Penultimo giorno di regate a Vilamoura (POR) per l’Olympic Qualification Event delle discipline singolo maschile ILCA 7 e femminile ILCA 6. La volata finale per gli ultimi due posti europei ai Giochi di Tokyo è iniziata con una giornata di vento forte oltre i 20 nodi con raffiche a 25 e mare formato. Due prove impegnative per tutte le flotte, con molte partenze ripetute per richiami generali.
Le classifiche di questa sera, dopo 10 prove, fotografano la situazione che riguarda la lotta per le qualifiche olimpiche, in vista dell’ultima giornata sabato 24 con altre due prove per le quali è previsto ancora vento forte.
ILCA 7 MASCHILE – Le speranze azzurre di conquistare il sospirato pass per Tokyo nel singolo maschile ILCA 7 (l’ex Laser Standard) sono affidate ad Alessio Spadoni (CC Aniene), che nelle due manche di oggi (2-18) ha recuperato punti su tutti i rivali diretti. Ora Spadoni è 16° in generale con 127 punti. Davanti a sé ha ancora lo spagnolo Rodriguez Perez (5° con 76 punti, oggi 12-32), con un vantaggio considerevole sugli inseguitori), l’olandese Duko Bos (11° con 109 punti, oggi 3-31) e il belga Wannes Van Laer (14° con 125 punti, oggi 13-40).
Per conquistare il secondo posto tra le nazioni in corsa per la qualifica all’Olimpiade, Spadoni deve recuperare nelle due prove di domani i 18 punti che al momento lo separano dall’olandese Bos. Impresa difficile ma non impossibile per Alessio, a proprio agio con il vento forte, anche se al culmine di una settimana molto intensa e logorante.
In testa alla l’inglese Michael Beckett è tallonato nuovamente dal ritorno dello straordinario fuoriclasse brasiliano Robert Scheidt che a 47 anni non finisce di stupire e fa una giornata notevole in condizione dure (14-5). Terzo il tedesco Philip Buhl, iridato in carica.
La situazione degli altri italiani: 25° Nicolò Villa (CV Tivano) (32-41) con 149 punti, 40° Gianmarco Planchestainer (Fiamme Gialle) (43-52) con 226 punti, 43° Giovanni Coccoluto Giorgetti (Fiamme Gialle) (48-25) con 236 punti.

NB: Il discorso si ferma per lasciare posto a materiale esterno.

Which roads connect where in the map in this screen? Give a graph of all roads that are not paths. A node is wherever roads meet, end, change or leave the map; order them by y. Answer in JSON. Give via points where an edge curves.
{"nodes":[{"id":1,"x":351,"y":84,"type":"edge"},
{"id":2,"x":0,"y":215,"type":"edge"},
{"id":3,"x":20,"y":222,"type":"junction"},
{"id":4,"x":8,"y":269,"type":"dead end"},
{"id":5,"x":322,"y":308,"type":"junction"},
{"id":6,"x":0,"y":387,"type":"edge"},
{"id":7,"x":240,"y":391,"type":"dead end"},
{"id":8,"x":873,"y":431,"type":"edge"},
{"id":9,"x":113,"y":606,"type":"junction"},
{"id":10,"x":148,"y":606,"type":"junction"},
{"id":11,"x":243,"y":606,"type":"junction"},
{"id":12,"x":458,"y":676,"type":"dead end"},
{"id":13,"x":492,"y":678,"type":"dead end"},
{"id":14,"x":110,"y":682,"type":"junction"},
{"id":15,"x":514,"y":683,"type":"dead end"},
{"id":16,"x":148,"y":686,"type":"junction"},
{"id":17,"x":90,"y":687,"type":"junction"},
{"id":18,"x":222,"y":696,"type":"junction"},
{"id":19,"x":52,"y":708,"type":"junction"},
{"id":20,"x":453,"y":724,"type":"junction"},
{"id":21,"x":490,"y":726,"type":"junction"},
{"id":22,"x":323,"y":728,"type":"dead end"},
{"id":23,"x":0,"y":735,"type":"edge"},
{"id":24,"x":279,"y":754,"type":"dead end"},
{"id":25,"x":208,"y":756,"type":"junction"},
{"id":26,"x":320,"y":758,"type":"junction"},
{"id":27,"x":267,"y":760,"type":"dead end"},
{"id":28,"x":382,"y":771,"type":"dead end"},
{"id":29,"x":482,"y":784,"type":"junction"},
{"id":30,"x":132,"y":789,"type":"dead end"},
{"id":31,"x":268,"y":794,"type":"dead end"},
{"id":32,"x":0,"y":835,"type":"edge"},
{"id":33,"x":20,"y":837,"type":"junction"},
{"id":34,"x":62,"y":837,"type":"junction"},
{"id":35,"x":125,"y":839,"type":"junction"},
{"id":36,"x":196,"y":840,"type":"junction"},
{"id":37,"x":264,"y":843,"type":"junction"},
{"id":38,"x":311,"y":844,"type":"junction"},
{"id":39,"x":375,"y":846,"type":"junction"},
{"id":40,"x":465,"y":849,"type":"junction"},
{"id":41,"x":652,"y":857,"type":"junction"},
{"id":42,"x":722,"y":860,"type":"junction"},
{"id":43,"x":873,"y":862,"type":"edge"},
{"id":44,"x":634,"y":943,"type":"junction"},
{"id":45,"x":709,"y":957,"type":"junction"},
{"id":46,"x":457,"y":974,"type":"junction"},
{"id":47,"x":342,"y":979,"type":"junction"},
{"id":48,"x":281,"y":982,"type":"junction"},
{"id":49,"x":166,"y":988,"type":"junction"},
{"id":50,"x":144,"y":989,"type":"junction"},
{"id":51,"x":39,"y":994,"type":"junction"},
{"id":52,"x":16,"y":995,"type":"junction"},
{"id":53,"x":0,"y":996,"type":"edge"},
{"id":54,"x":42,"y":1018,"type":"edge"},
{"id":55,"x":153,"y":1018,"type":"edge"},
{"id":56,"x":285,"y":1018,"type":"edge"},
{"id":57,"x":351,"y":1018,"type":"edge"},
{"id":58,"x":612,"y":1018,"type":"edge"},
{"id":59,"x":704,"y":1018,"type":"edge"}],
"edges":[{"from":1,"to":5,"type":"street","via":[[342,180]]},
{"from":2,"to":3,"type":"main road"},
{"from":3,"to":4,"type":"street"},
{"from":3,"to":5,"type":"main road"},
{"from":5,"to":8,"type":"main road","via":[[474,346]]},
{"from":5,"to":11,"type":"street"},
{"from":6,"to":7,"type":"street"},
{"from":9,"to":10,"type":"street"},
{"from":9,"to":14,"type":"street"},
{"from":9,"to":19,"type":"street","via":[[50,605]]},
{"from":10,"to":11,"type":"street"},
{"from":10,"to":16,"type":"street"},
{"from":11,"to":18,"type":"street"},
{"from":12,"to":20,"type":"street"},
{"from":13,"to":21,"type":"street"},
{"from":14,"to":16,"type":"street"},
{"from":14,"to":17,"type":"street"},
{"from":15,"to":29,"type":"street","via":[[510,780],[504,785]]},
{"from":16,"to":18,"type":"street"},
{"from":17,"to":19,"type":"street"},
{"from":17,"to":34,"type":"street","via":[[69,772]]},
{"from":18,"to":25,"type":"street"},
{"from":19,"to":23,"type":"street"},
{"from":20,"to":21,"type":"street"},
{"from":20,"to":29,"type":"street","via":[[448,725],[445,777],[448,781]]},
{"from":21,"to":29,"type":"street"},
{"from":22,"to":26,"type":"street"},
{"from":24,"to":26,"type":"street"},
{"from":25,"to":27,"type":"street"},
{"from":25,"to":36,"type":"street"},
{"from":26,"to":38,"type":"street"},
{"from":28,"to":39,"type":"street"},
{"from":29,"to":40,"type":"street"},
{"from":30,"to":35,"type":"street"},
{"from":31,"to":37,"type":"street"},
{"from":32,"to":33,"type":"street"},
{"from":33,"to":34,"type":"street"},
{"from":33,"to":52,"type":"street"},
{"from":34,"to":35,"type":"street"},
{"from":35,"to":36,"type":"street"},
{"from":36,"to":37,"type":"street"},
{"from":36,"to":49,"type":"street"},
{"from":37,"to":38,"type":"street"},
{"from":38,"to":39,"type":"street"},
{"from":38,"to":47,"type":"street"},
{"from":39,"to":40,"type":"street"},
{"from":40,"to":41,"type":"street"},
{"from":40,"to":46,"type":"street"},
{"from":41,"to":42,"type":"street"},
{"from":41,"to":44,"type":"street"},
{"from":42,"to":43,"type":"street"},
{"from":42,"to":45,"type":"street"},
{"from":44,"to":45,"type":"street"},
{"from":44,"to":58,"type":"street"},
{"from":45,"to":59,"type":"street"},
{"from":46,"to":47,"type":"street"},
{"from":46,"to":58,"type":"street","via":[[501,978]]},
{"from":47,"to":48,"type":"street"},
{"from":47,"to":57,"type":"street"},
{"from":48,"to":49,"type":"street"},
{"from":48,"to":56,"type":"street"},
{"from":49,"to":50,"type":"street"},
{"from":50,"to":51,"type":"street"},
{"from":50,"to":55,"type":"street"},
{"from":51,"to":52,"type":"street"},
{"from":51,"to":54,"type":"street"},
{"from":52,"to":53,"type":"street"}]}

Sulla classifica di quest’ultimo atleta pesa il DNE (squalifica non scartabile) che sostituisce il 13° della seconda prova di ieri, comminata dalla Giuria Internazionale a causa di una seconda penalità per la Regola 42. La richiesta di riparazione discussa stamattina in Giuria è stata respinta.
Seguono in Gold: 39°, 55° Dimitri Peroni (FV Malcesine) (49-57), 66° Matteo Paulon (CV Torbole) (29-53), e 69° Giacomo Musone (Cn Rimini) (54-64). In Silver con il 91° posto Cesare Barabino (YC Olbia) (16 nell’unica prova corsa).
ILCA 6 FEMMINILE – Ancora in testa la fuoriclasse danese Anne-Marie Rindom, ma cambiano le piazze d’onore a beneficio della svedese josefine Olsson e della giapponese Manami Doi.
Tra le timoniere azzurre notevole ritorno per Silvia Zennaro (Fiamme Gialle), la timoniera già scelta per Tokyo, che risale al 23° posto con due buone manche nel vento forte (9-13). Le altre in Gold: 33° Chiara Benini Floriani (FV Riva) (21-27), 38° Sara Savelli (CV Torbole) (38-43), 43° Matilda Talluri (Fiamme Gialle) (27-UFD). In Silver: 53° Federica Cattarozzi (CV Torbole) (12-8 Silver), 59° Giorgia Cingolani (CV Torbole) (11-24 Silver), e 67° Francesca Frazza (FV Peschiera) (13-22 Silver).